Pode parecer um discurso arrogante e machista, mas não passa de uma performance puramente anárquica, algo que o público sabia e queria. Portanto não havia espaço para ressentimentos. Hoje, ironicamente podemos dizer que a mulher tomou o poder, porem se o mundo vai concertar, ou pelo menos o país, já são outros 500.

O show termina com chave de ouro ,com uma versão inalcançável de O adventista. O público ensandecido, instintivamente mudou o refrão da música de "não vai haver amor nesse mundo nunca mais" para "não vai haver amor nessa porra nunca mais", tornando isso um coro ensurdecedor, enquanto Marcelo Nova se deita no palco e começa a rezar o pai nosso. Desfecho marcante para um disco marcante.


Uma versão completamente sem nexo e mutilada do viva foi lançada em CD, com o discurso de Silvia e a faixa Rotina cortadas, além de inserção de músicas de estúdio. Se quisessem fazer um trabalho decente colocariam no CD mais músicas do próprio viva, músicas que tiveram que ser cortadas do Vinil, pois esse só suportava cerca de 35 minutos de áudio.
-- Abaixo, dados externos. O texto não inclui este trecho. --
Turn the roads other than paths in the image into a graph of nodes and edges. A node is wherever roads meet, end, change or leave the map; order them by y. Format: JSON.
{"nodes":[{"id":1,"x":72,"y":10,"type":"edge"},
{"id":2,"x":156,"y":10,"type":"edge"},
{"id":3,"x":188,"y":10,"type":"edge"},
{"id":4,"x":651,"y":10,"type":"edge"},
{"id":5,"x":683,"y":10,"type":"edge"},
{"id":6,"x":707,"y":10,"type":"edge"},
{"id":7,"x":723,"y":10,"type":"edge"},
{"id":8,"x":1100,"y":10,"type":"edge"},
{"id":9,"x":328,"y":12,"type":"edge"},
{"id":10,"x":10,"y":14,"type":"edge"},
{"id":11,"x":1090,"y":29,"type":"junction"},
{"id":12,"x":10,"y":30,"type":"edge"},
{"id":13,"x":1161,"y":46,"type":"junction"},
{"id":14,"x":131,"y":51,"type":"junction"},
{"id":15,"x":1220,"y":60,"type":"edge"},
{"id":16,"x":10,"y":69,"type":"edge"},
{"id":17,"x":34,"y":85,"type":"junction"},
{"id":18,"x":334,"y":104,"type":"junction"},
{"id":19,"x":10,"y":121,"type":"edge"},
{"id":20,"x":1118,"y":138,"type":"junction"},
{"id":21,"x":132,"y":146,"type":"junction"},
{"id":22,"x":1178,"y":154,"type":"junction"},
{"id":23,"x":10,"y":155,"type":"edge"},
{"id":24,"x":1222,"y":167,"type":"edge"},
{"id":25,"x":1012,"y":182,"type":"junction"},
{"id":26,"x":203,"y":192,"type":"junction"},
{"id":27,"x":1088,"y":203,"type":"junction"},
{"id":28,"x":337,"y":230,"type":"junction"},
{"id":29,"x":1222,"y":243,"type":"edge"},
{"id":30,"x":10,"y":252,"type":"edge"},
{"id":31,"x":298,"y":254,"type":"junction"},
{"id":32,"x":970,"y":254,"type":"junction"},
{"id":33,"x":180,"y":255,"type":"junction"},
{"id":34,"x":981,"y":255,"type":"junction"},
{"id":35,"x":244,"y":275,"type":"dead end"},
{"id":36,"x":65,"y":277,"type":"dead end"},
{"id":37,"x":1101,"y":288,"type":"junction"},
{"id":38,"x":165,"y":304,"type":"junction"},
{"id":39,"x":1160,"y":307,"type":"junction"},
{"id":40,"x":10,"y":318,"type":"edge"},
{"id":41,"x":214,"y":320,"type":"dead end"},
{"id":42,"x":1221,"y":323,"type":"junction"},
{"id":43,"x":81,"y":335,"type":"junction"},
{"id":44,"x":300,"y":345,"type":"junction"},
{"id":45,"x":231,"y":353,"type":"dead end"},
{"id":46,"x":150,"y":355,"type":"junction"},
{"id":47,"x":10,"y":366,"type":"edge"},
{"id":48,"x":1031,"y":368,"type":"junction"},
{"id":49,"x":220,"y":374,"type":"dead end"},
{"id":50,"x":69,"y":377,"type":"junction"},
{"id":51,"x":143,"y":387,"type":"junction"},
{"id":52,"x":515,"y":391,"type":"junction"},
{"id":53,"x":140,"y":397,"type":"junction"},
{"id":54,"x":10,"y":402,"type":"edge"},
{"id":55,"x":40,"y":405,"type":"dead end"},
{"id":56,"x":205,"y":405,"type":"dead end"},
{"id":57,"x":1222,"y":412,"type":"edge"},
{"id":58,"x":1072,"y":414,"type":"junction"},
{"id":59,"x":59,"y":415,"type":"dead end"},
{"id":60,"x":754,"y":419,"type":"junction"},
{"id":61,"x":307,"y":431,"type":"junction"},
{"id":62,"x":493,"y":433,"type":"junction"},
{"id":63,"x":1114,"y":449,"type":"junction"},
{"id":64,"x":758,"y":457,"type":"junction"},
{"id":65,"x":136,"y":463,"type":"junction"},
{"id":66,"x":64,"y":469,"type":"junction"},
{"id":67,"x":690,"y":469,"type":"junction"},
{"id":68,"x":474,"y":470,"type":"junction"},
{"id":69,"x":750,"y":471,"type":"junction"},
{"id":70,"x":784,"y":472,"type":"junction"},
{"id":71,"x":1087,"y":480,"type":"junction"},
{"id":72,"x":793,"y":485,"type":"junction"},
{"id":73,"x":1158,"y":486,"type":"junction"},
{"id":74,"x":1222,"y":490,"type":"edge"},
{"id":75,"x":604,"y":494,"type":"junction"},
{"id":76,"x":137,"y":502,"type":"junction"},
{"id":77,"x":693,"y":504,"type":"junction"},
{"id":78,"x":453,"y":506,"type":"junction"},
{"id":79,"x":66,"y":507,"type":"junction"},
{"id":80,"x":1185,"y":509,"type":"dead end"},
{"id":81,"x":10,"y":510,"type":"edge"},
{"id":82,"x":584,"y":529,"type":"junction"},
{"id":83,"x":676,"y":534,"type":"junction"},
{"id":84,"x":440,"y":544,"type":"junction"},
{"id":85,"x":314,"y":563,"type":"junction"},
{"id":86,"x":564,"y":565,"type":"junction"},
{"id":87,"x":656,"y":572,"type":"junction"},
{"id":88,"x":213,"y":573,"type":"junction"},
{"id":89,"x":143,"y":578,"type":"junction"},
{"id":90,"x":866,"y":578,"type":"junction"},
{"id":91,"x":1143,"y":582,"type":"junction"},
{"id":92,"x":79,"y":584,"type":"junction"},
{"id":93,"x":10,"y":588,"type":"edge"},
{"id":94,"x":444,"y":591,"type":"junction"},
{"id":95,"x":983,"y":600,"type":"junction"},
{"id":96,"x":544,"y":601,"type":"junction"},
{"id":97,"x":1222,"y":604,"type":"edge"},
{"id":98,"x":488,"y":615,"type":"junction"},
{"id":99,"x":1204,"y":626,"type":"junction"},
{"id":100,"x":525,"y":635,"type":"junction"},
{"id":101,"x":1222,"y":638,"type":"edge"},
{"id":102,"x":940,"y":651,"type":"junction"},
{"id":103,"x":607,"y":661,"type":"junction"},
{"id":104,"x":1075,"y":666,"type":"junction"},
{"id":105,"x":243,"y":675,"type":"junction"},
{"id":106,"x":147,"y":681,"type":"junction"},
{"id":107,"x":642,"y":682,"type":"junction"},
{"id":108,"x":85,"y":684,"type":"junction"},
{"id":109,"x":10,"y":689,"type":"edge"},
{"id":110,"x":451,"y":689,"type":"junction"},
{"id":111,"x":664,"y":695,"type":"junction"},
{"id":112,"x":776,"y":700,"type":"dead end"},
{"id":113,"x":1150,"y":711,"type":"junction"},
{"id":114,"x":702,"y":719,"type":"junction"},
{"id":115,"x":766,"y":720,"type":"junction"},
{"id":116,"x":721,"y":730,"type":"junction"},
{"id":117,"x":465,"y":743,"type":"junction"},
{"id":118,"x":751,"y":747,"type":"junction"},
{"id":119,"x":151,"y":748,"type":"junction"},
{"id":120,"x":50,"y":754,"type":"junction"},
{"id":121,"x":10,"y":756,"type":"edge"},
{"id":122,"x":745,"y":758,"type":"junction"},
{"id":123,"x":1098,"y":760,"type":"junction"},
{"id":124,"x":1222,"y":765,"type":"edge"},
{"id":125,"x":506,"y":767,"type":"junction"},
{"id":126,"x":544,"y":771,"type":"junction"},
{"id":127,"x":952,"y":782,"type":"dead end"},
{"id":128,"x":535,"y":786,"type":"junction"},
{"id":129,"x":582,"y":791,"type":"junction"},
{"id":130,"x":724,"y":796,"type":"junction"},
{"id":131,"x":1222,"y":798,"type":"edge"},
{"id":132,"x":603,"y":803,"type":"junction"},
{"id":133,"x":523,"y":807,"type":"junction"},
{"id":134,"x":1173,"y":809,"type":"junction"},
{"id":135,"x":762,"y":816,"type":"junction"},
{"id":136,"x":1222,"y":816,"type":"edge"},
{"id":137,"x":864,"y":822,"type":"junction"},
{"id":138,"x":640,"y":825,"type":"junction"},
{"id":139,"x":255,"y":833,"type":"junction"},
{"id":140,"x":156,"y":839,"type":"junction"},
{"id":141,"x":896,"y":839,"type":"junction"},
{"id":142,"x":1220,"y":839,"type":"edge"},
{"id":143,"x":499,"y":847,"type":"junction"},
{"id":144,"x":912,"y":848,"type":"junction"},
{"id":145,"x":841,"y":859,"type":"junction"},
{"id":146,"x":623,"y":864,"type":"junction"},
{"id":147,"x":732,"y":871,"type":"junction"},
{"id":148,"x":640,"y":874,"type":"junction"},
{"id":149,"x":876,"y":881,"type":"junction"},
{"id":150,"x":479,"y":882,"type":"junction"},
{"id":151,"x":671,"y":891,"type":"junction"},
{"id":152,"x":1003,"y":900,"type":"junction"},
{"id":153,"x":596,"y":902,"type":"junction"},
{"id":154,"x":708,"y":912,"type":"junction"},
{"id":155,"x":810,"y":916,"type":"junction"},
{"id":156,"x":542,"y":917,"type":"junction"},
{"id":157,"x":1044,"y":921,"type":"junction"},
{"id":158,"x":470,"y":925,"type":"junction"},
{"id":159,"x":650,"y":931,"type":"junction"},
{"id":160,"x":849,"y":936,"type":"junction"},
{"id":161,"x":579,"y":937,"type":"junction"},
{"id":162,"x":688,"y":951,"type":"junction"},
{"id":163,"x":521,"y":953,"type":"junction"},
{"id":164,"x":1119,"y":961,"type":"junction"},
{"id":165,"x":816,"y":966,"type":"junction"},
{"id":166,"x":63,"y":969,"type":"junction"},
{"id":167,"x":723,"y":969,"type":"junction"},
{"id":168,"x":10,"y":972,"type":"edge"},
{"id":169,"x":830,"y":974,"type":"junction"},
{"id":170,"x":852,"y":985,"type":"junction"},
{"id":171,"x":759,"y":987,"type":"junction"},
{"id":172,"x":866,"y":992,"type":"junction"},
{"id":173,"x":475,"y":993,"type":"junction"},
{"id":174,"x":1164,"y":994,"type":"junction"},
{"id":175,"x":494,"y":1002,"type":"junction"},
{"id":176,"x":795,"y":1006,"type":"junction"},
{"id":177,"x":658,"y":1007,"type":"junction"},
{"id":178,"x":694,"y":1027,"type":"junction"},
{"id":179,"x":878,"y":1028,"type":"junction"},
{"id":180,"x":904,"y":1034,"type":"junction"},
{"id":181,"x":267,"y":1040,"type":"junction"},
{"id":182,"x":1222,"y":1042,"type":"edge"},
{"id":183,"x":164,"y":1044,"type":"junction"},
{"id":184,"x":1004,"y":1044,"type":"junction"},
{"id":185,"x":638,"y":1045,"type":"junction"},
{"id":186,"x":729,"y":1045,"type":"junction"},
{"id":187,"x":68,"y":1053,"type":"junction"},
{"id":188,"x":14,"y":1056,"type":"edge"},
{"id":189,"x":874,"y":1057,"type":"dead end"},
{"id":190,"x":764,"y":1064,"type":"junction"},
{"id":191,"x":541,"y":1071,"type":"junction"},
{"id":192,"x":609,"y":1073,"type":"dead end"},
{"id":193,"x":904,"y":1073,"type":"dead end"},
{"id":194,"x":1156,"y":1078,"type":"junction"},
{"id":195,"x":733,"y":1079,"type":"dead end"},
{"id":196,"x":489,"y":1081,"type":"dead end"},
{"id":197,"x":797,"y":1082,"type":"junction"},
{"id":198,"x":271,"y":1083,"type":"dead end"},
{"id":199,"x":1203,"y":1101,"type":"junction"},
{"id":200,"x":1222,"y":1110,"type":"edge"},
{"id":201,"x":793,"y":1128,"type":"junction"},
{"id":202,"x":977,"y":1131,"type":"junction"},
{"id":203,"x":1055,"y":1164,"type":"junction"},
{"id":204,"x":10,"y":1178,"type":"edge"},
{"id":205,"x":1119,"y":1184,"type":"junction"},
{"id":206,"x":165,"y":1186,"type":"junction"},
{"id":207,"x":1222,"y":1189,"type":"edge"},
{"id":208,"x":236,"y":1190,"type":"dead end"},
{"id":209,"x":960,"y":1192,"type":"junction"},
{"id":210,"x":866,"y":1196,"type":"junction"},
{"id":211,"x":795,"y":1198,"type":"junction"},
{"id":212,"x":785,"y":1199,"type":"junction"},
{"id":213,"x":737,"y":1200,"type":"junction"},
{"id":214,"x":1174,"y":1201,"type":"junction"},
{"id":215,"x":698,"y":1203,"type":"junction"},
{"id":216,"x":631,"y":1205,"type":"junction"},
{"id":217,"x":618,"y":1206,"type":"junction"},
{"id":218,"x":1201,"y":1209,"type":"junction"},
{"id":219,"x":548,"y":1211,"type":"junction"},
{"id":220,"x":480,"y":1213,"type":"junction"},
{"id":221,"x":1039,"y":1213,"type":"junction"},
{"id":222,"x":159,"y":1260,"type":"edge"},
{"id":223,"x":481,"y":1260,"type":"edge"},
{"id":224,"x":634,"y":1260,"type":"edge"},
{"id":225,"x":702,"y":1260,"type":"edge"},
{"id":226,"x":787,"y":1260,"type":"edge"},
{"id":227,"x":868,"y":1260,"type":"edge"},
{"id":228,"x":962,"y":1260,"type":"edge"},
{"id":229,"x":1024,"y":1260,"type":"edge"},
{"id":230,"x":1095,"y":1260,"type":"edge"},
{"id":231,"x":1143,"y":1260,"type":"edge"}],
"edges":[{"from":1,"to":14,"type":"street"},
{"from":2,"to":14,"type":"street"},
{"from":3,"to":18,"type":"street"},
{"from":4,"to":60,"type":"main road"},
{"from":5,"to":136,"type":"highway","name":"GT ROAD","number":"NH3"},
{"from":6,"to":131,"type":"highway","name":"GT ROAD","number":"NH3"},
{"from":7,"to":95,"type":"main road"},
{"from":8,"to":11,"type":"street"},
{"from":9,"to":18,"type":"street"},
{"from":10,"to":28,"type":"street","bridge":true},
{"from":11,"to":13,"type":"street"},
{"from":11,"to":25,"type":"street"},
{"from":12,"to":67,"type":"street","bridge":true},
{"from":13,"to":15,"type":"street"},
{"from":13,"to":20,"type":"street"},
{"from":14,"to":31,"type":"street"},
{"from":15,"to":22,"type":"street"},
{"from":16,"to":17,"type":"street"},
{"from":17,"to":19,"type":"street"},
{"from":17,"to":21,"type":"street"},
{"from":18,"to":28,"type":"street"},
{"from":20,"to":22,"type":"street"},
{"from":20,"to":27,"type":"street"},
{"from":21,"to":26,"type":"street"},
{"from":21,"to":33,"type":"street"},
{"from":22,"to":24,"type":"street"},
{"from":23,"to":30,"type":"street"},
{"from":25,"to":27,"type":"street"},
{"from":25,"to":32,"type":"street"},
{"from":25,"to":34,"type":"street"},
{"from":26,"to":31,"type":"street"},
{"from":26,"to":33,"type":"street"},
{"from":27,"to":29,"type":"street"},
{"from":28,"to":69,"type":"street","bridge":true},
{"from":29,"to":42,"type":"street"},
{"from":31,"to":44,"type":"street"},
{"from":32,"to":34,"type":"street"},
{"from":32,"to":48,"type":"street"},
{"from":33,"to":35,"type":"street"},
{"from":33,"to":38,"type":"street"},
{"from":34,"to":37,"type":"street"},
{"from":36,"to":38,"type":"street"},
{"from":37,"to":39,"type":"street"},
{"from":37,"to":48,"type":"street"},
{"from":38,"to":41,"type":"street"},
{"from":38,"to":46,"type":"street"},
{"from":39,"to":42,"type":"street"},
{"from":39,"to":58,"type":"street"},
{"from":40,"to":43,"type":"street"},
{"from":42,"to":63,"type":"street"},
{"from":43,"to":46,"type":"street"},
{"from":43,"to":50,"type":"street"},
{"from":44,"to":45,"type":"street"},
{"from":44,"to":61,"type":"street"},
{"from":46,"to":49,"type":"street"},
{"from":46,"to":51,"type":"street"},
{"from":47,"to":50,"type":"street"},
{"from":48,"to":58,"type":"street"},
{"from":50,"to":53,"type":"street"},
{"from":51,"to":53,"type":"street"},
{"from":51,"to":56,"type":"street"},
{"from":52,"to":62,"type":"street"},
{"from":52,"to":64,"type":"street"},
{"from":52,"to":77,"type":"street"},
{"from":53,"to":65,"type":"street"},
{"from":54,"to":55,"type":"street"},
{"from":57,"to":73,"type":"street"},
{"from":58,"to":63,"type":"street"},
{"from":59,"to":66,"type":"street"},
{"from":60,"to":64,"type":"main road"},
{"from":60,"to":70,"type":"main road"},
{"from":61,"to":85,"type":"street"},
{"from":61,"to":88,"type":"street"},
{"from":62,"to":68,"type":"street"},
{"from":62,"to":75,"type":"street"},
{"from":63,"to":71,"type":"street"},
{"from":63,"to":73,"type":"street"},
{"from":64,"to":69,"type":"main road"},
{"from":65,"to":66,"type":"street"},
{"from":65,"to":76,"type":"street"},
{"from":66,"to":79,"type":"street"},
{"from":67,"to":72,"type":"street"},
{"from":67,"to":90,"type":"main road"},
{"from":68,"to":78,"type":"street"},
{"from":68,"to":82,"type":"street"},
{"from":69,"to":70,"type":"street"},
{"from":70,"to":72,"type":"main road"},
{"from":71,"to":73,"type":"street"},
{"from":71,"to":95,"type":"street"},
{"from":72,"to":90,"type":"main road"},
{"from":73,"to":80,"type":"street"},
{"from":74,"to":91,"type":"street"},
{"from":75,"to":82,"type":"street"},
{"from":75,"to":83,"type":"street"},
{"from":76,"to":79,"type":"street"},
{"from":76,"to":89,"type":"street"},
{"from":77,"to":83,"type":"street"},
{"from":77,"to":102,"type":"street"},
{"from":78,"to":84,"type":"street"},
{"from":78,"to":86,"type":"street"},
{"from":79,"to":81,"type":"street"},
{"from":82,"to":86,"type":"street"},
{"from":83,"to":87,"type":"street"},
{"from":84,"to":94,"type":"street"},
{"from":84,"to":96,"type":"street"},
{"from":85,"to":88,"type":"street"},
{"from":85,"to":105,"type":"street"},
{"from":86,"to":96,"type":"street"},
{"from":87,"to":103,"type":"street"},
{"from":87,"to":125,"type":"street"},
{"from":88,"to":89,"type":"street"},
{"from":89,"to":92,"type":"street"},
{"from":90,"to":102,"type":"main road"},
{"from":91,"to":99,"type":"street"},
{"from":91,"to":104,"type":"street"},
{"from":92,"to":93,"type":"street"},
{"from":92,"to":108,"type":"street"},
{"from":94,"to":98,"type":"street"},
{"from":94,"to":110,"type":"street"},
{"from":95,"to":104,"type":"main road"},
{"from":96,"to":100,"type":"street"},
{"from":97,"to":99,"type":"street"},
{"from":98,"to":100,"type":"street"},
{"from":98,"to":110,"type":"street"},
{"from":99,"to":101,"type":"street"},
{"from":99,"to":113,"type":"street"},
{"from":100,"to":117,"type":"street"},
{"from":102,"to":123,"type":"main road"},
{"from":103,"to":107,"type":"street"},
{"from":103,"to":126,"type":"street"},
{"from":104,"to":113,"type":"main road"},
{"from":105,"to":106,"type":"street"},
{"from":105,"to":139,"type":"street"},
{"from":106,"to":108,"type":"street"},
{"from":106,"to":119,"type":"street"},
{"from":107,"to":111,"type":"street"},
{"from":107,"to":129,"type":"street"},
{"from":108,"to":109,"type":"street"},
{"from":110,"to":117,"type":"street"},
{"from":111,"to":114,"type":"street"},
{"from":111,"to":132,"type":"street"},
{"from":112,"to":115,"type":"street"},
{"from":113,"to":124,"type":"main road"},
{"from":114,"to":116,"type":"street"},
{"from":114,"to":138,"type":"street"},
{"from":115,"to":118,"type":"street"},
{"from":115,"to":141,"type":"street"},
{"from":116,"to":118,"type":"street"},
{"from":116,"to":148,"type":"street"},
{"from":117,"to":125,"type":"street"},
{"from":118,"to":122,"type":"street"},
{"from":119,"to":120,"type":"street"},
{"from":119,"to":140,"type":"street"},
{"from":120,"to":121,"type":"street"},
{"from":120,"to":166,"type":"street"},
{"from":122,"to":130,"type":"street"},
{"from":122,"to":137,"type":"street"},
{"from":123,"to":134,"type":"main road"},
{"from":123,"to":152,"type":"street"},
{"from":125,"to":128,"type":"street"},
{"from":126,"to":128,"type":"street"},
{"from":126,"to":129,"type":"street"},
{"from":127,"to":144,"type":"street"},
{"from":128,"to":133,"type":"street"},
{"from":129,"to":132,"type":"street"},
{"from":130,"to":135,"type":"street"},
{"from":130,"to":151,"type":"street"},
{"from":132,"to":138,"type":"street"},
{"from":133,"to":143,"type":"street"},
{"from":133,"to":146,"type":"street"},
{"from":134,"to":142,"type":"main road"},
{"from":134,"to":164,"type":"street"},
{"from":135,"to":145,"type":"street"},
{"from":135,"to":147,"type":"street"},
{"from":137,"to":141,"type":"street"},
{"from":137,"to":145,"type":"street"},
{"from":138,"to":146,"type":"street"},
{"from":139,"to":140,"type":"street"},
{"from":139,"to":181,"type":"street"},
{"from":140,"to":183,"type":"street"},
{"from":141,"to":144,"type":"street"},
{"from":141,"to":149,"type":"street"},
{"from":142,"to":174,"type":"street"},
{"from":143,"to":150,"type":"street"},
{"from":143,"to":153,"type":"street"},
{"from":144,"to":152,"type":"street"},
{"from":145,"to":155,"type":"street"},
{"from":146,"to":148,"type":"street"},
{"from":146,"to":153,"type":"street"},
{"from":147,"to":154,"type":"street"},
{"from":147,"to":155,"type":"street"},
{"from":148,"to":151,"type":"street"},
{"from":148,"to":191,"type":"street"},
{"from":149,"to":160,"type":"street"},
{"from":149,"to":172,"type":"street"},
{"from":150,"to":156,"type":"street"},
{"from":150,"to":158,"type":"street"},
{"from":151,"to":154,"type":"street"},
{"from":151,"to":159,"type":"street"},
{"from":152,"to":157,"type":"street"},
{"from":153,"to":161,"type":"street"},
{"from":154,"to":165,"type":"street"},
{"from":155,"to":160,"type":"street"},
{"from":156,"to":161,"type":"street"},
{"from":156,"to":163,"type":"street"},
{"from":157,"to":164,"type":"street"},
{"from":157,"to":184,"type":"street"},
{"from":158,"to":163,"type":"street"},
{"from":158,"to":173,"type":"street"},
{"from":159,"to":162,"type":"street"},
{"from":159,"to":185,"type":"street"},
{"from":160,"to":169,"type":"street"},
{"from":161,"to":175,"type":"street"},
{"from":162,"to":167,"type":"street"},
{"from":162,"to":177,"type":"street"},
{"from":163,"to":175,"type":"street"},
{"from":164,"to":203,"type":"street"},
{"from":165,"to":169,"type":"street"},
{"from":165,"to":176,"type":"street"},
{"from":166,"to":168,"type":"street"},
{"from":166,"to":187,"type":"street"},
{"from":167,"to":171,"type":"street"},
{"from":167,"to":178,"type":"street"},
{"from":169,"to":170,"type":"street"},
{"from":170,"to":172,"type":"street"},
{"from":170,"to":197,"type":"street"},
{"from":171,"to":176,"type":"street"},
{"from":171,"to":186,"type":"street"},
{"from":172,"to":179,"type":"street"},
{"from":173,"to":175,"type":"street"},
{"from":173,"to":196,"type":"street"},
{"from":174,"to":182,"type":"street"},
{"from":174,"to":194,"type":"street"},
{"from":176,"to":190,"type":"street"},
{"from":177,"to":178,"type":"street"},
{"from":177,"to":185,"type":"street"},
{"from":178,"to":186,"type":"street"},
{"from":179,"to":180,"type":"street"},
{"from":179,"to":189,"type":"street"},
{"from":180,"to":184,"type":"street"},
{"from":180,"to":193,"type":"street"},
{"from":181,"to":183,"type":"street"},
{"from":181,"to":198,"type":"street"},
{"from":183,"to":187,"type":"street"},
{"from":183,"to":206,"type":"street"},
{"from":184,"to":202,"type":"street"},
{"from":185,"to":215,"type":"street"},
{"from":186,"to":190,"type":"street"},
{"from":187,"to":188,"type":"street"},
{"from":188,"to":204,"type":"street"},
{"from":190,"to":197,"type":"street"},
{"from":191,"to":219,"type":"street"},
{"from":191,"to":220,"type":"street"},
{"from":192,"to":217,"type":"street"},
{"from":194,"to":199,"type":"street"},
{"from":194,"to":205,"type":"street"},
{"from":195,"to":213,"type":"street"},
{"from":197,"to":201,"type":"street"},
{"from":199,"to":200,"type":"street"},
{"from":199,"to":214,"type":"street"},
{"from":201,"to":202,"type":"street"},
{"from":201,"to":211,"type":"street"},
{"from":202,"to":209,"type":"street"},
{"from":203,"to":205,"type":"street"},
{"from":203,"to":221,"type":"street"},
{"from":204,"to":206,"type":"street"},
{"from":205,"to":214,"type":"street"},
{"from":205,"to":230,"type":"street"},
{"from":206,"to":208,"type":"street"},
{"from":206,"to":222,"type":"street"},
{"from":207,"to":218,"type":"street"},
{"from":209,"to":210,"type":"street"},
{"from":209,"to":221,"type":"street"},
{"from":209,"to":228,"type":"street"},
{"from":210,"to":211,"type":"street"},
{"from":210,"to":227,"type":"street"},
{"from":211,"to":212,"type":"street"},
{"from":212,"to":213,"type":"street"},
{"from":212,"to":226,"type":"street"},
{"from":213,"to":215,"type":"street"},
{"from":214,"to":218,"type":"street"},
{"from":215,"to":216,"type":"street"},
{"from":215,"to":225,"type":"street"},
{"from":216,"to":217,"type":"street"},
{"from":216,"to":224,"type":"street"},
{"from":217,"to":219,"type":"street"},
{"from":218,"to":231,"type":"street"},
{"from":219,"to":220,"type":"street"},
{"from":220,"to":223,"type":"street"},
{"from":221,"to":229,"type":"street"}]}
Pra quem curte e entende o  espirito do Rock n' Roll , é um disco muito bom de se ouvir. Bate até um certa vontade de voltar no tempo e ter ido nesse show. Afinal quem gosta de ir pra um show de rock e ver o público paradão? Ou pior, ir a um show com o público mais preocupado em filmar do que se divertir? O viva foi um show sem frescura, pauleira, com a banda no auge do vigor físico e com um público inspirado. Pra quem foi a esse show em Santos no caiçara club em 1986, restam boas recordações. Para outros fãs mais novos como eu, que não puderam viver essa época, só resta seguir as recomendações da capa do disco:

Esse disco não foi remixado. Você ouve o que aconteceu no show. E OUÇA ALTO"

2 comentários:

  1. "Bate até um certa vontade de voltar no tempo e ter ido nesse show." Suas palavras e também minhas!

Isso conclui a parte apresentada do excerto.